Add SDK span telemetry metrics #1631

JonasKunz · 2024-11-29T10:06:39Z

Changes

With this PR I'd like to start a discussion around adding SDK self-monitoring metrics to the semantic conventions.
The goal of these metrics is to give insights into how the SDK is performing, e.g. whether data is being dropped due to overload / misconfiguration or everything is healthy.
I'd like to add these to semconv to keep them language agnostic, so that for example a single dashboard can be used to visualize the health state of all SDKs used in a system.

We checked the SDK implementations, it seems like only the Java SDK currently has some health metrics implemented.
This PR took some inspiration from those and is intended to improve and therefore supersede them.

I'd like to start out with just span related metrics to keep the PR and discussions simpler here, but would follow up with similar PRs for logs and traces based on the discussion results on this PR.

Prior work

This PR can be seen as a follow up to the closed OTEP 259:

The OTEP originally superseded Add processed/exported Span metrics. #184, which initially focused only on SDK exporter metrics.
Add processed/exported Span metrics. #184 was closed in favor of the predecessor of OTEP 259 to instead allow monitoring of entire "pipelines" using unified metrics across SDK exporters and collector components : A pipeline starts with an SDK exporter and goes through the processing of collector(s)
Finally, that OTEP was closed in favor of this collector RFC which adds metrics just for the collector components.

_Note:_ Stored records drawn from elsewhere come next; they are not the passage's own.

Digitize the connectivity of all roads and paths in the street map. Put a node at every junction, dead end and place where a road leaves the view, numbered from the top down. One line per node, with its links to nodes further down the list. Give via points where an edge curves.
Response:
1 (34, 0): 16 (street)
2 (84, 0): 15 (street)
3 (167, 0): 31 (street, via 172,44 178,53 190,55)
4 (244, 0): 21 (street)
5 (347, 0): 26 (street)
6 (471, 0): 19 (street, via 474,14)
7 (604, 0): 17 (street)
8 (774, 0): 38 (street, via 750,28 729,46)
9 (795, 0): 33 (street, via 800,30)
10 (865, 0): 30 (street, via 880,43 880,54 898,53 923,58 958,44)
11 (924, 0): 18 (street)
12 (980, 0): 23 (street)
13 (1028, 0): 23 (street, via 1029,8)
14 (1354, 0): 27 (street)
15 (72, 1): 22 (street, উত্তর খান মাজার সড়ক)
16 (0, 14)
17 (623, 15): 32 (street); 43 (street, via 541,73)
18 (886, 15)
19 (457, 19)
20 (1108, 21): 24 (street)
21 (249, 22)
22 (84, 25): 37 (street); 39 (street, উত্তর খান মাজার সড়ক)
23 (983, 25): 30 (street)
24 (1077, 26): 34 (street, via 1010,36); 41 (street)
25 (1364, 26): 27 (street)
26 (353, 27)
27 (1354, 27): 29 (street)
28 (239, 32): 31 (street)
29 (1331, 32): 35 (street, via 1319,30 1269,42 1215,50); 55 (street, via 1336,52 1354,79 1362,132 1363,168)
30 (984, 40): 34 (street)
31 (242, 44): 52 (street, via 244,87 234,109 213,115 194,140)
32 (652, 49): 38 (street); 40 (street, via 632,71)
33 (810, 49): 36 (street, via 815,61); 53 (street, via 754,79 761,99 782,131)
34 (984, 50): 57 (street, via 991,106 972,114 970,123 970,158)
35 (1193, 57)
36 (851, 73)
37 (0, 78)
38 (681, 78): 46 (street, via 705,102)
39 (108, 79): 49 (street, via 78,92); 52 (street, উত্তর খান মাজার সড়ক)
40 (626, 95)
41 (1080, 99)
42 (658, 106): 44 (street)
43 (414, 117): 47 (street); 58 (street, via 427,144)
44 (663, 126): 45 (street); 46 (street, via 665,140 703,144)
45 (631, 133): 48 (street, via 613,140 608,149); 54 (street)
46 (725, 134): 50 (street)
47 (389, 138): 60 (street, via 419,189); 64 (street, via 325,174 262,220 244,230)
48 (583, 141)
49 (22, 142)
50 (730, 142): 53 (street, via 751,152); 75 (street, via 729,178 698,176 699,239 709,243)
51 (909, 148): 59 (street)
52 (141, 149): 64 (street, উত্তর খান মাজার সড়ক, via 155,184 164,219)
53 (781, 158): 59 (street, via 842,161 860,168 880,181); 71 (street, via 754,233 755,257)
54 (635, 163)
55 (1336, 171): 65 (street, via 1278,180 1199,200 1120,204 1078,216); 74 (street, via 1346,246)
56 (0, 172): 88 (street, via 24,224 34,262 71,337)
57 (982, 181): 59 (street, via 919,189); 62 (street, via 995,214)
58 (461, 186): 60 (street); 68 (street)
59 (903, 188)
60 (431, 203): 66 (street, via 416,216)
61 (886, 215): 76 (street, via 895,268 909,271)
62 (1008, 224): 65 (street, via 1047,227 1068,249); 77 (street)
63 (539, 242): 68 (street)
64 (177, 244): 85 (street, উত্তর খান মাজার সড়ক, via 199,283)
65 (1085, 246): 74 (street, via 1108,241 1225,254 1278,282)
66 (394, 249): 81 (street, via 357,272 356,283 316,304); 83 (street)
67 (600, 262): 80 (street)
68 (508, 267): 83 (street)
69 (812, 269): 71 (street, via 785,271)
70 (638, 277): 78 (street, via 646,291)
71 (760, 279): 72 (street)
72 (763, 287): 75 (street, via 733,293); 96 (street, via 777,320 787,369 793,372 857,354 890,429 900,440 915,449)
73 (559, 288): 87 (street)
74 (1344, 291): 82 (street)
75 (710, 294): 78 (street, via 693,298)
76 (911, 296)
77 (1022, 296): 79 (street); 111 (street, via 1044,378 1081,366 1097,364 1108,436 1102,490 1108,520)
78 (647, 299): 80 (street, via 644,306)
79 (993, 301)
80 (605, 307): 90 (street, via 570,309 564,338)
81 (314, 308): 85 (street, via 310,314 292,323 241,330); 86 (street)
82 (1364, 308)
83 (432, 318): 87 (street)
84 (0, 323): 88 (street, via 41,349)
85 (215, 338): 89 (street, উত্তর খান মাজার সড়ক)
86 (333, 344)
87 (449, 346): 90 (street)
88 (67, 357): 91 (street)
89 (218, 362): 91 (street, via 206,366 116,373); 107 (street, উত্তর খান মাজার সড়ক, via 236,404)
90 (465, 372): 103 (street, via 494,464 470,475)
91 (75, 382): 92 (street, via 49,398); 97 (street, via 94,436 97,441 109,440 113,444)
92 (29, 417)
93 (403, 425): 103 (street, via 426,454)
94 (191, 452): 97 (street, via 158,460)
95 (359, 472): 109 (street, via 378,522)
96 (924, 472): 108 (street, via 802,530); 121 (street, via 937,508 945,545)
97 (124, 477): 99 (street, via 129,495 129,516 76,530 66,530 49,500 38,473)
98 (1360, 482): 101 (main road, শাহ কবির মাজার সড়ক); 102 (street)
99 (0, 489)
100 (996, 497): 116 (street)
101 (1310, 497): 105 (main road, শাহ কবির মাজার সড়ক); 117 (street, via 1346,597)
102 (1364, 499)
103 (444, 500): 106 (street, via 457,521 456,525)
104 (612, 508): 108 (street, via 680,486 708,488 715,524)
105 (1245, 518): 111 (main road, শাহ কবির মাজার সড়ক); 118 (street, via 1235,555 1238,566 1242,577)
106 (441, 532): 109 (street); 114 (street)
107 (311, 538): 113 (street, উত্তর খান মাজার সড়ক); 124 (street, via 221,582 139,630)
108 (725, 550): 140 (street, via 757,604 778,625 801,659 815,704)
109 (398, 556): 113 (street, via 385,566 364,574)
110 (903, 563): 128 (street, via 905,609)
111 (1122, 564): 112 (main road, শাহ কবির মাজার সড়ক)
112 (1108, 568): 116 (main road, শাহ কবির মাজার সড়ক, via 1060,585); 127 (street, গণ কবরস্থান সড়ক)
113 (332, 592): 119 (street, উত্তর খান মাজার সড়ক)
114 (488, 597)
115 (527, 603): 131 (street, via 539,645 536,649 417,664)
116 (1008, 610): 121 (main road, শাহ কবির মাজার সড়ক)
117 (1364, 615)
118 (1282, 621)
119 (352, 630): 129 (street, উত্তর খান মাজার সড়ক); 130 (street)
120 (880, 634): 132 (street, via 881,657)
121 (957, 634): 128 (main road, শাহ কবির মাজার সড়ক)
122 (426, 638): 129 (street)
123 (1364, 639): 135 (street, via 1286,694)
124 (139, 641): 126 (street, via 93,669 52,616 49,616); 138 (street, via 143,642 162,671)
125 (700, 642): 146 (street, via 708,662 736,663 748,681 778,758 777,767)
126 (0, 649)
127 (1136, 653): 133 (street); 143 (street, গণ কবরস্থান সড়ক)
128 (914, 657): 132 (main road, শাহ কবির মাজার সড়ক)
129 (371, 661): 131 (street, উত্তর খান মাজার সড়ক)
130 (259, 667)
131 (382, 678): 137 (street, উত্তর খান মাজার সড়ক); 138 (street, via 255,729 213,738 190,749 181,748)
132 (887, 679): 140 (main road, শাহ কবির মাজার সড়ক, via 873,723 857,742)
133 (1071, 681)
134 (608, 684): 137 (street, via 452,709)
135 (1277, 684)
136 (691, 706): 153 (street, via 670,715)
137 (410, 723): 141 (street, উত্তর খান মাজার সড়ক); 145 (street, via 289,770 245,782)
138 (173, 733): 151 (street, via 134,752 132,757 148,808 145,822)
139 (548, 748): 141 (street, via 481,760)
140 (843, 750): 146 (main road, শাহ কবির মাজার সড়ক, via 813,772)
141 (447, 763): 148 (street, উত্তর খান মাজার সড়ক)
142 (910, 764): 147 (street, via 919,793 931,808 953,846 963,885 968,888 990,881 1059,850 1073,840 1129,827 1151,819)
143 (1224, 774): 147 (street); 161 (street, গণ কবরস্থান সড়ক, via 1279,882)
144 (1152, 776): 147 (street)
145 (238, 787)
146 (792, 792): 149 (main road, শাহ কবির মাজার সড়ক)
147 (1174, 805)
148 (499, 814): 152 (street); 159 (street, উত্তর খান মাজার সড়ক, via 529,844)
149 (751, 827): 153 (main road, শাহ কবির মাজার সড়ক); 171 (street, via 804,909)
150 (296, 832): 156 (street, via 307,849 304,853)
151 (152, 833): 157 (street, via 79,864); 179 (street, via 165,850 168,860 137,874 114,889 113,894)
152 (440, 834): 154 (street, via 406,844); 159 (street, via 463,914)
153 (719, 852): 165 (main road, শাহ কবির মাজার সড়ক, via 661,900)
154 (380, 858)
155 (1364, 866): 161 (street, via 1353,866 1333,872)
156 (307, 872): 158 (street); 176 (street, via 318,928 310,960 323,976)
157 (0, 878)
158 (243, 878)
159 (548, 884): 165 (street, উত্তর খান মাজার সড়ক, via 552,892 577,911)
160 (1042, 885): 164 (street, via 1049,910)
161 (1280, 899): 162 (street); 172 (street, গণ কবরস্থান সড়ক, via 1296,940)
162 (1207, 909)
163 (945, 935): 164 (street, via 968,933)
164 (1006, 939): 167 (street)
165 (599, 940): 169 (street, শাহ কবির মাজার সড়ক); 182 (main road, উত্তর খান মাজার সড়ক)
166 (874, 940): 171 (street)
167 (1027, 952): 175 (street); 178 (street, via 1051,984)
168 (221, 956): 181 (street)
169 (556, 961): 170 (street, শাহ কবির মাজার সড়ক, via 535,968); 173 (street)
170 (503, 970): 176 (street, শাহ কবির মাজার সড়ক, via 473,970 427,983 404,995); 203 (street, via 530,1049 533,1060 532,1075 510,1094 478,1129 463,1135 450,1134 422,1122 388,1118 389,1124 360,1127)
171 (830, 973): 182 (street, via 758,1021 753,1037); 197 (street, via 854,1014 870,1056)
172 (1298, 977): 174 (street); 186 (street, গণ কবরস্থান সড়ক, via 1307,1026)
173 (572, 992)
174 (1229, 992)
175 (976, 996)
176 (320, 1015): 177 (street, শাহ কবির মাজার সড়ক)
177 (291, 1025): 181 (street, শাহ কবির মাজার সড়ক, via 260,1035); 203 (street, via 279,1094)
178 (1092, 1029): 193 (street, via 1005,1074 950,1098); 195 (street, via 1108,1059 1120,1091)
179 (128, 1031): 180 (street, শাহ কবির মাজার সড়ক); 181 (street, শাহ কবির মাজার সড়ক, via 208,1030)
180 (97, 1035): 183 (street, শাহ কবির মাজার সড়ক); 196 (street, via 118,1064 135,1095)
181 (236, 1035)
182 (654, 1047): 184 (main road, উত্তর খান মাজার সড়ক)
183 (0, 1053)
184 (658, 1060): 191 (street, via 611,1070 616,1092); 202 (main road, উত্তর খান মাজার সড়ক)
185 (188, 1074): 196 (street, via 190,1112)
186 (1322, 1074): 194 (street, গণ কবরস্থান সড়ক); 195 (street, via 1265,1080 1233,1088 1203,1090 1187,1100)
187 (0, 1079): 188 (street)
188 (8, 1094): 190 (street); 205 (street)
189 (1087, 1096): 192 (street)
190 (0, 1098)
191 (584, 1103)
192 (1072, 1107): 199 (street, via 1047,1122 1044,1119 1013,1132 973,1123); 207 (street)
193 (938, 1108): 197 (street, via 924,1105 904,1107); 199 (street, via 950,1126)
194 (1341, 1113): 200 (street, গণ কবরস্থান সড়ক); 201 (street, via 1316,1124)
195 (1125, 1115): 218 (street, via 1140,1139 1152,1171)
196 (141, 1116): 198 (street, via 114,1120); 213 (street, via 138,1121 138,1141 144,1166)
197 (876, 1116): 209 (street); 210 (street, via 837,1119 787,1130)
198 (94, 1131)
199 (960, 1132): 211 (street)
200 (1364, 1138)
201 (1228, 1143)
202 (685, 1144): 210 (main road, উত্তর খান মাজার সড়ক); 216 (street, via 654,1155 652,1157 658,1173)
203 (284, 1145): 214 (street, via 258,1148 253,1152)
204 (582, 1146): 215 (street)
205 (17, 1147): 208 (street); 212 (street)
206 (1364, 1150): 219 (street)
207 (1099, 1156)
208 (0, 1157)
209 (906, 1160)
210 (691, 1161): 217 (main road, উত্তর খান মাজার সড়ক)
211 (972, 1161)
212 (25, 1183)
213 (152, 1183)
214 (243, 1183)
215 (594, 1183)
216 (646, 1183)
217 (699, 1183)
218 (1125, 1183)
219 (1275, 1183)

So we kind of have gone full circle: The discussion started with just SDK metrics (only for exporters), going to an approach to unify the metrics across SDK-exporters and collector, which then ended up with just collector metrics.
So this PR can be seen as the required revival of #184 (see also this comment).

In my opinion, it is a good thing to separate the collector and SDK self-metrics:

There have been concerns about both using the same metrics for both: How do you distinguish the metrics exposed by collector components from the self-monitoring metrics exposed by an Otel-SDK used in the collector for e.g. tracing the collector itself?
Though many concepts between the collector and SDK share the same name, they are not the same thing (to my knowledge, I'm not a collector expert): For example processors in the collector are designed to form pipelines potentially mutating the data as it passes through. In contrast, SDK span processor don't form pipelines (at least not visible to the SDK, those would be hidden custom implementations). Instead SDK span processors are merely observers with multiple callbacks for the span lifecycle. So it would feel like "shoehorning" things into the same metric, even though they are not the same concepts.
Separating collector and SDK metrics makes their evolution and reaching agreements a lot easier: When using separate metrics and namespaces, collector metrics can focus on the collector implementation and SDK metrics can be defined just using the SDK spec. If combine both in shared metrics, those will have to be always be aligned with both the SDK spec and the collector implementation. I think this would make maintenance much harder for little benefit.
I have a hard time finding benefits of sharing metrics for SDK and collector: The main benefit I find would of course be easier dashboarding / analysis. However, I do think having to look at two sets of metrics to do so is a fine tradeoff, considering the difficulties with the unification listed above and shown by the history of OTEP 259.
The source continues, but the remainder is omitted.